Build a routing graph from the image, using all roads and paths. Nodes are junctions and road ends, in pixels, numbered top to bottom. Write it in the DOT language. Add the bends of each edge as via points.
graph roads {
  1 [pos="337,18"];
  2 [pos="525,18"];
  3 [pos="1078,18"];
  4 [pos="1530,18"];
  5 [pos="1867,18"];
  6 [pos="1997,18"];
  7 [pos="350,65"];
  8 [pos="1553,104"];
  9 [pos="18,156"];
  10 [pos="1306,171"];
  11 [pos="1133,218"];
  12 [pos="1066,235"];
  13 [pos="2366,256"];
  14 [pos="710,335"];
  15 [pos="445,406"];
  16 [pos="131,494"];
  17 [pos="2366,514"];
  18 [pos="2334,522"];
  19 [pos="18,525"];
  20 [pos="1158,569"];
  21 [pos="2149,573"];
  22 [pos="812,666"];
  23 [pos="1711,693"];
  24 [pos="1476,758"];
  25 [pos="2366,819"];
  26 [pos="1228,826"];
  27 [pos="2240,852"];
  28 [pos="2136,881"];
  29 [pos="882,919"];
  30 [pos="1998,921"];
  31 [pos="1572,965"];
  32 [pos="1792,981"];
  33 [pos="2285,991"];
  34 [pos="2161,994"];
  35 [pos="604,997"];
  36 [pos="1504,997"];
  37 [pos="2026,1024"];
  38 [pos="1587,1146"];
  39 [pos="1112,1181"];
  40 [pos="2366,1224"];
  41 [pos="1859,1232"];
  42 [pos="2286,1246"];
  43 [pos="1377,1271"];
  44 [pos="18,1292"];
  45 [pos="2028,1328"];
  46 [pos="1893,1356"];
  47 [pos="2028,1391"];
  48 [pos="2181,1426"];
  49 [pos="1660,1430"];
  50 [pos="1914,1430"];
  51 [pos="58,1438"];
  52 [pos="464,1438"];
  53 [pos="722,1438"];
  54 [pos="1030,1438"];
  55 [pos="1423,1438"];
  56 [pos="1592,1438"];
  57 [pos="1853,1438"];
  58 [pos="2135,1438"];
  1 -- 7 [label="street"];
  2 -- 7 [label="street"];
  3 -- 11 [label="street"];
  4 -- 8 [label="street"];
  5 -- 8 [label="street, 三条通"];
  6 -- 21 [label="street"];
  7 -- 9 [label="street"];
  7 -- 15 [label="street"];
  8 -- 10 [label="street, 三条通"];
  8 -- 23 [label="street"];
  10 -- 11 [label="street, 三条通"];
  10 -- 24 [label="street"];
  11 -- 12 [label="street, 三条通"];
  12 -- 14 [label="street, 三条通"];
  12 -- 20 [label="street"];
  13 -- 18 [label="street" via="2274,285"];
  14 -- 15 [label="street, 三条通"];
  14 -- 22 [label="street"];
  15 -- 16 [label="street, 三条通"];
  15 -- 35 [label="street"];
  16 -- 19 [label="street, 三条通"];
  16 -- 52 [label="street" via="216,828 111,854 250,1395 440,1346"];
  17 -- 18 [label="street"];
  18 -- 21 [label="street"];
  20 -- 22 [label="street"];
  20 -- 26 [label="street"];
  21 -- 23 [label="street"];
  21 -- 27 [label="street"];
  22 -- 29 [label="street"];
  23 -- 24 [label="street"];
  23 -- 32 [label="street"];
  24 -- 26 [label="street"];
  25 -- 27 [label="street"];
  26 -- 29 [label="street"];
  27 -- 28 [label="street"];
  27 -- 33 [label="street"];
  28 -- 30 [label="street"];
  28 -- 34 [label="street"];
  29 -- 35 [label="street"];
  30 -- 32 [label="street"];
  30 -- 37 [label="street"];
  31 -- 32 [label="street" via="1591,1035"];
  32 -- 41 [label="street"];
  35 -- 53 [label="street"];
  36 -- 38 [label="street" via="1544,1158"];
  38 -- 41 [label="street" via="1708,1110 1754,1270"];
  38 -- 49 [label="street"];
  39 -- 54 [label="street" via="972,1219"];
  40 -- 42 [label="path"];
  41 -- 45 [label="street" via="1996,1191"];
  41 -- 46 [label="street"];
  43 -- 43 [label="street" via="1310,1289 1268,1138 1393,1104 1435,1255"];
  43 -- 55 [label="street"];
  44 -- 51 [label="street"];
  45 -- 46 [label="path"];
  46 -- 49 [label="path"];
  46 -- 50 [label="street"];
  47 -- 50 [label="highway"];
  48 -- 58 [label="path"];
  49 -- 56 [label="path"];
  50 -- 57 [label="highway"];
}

WORK ORDER – Please write the data above out again, exactly the same.

RESULT OF THIS EXERCISE –
Build a routing graph from the image, using all roads and paths. Nodes are junctions and road ends, in pixels, numbered top to bottom. Write it in the DOT language. Add the bends of each edge as via points.
graph roads {
  1 [pos="337,18"];
  2 [pos="525,18"];
  3 [pos="1078,18"];
  4 [pos="1530,18"];
  5 [pos="1867,18"];
  6 [pos="1997,18"];
  7 [pos="350,65"];
  8 [pos="1553,104"];
  9 [pos="18,156"];
  10 [pos="1306,171"];
  11 [pos="1133,218"];
  12 [pos="1066,235"];
  13 [pos="2366,256"];
  14 [pos="710,335"];
  15 [pos="445,406"];
  16 [pos="131,494"];
  17 [pos="2366,514"];
  18 [pos="2334,522"];
  19 [pos="18,525"];
  20 [pos="1158,569"];
  21 [pos="2149,573"];
  22 [pos="812,666"];
  23 [pos="1711,693"];
  24 [pos="1476,758"];
  25 [pos="2366,819"];
  26 [pos="1228,826"];
  27 [pos="2240,852"];
  28 [pos="2136,881"];
  29 [pos="882,919"];
  30 [pos="1998,921"];
  31 [pos="1572,965"];
  32 [pos="1792,981"];
  33 [pos="2285,991"];
  34 [pos="2161,994"];
  35 [pos="604,997"];
  36 [pos="1504,997"];
  37 [pos="2026,1024"];
  38 [pos="1587,1146"];
  39 [pos="1112,1181"];
  40 [pos="2366,1224"];
  41 [pos="1859,1232"];
  42 [pos="2286,1246"];
  43 [pos="1377,1271"];
  44 [pos="18,1292"];
  45 [pos="2028,1328"];
  46 [pos="1893,1356"];
  47 [pos="2028,1391"];
  48 [pos="2181,1426"];
  49 [pos="1660,1430"];
  50 [pos="1914,1430"];
  51 [pos="58,1438"];
  52 [pos="464,1438"];
  53 [pos="722,1438"];
  54 [pos="1030,1438"];
  55 [pos="1423,1438"];
  56 [pos="1592,1438"];
  57 [pos="1853,1438"];
  58 [pos="2135,1438"];
  1 -- 7 [label="street"];
  2 -- 7 [label="street"];
  3 -- 11 [label="street"];
  4 -- 8 [label="street"];
  5 -- 8 [label="street, 三条通"];
  6 -- 21 [label="street"];
  7 -- 9 [label="street"];
  7 -- 15 [label="street"];
  8 -- 10 [label="street, 三条通"];
  8 -- 23 [label="street"];
  10 -- 11 [label="street, 三条通"];
  10 -- 24 [label="street"];
  11 -- 12 [label="street, 三条通"];
  12 -- 14 [label="street, 三条通"];
  12 -- 20 [label="street"];
  13 -- 18 [label="street" via="2274,285"];
  14 -- 15 [label="street, 三条通"];
  14 -- 22 [label="street"];
  15 -- 16 [label="street, 三条通"];
  15 -- 35 [label="street"];
  16 -- 19 [label="street, 三条通"];
  16 -- 52 [label="street" via="216,828 111,854 250,1395 440,1346"];
  17 -- 18 [label="street"];
  18 -- 21 [label="street"];
  20 -- 22 [label="street"];
  20 -- 26 [label="street"];
  21 -- 23 [label="street"];
  21 -- 27 [label="street"];
  22 -- 29 [label="street"];
  23 -- 24 [label="street"];
  23 -- 32 [label="street"];
  24 -- 26 [label="street"];
  25 -- 27 [label="street"];
  26 -- 29 [label="street"];
  27 -- 28 [label="street"];
  27 -- 33 [label="street"];
  28 -- 30 [label="street"];
  28 -- 34 [label="street"];
  29 -- 35 [label="street"];
  30 -- 32 [label="street"];
  30 -- 37 [label="street"];
  31 -- 32 [label="street" via="1591,1035"];
  32 -- 41 [label="street"];
  35 -- 53 [label="street"];
  36 -- 38 [label="street" via="1544,1158"];
  38 -- 41 [label="street" via="1708,1110 1754,1270"];
  38 -- 49 [label="street"];
  39 -- 54 [label="street" via="972,1219"];
  40 -- 42 [label="path"];
  41 -- 45 [label="street" via="1996,1191"];
  41 -- 46 [label="street"];
  43 -- 43 [label="street" via="1310,1289 1268,1138 1393,1104 1435,1255"];
  43 -- 55 [label="street"];
  44 -- 51 [label="street"];
  45 -- 46 [label="path"];
  46 -- 49 [label="path"];
  46 -- 50 [label="street"];
  47 -- 50 [label="highway"];
  48 -- 58 [label="path"];
  49 -- 56 [label="path"];
  50 -- 57 [label="highway"];
}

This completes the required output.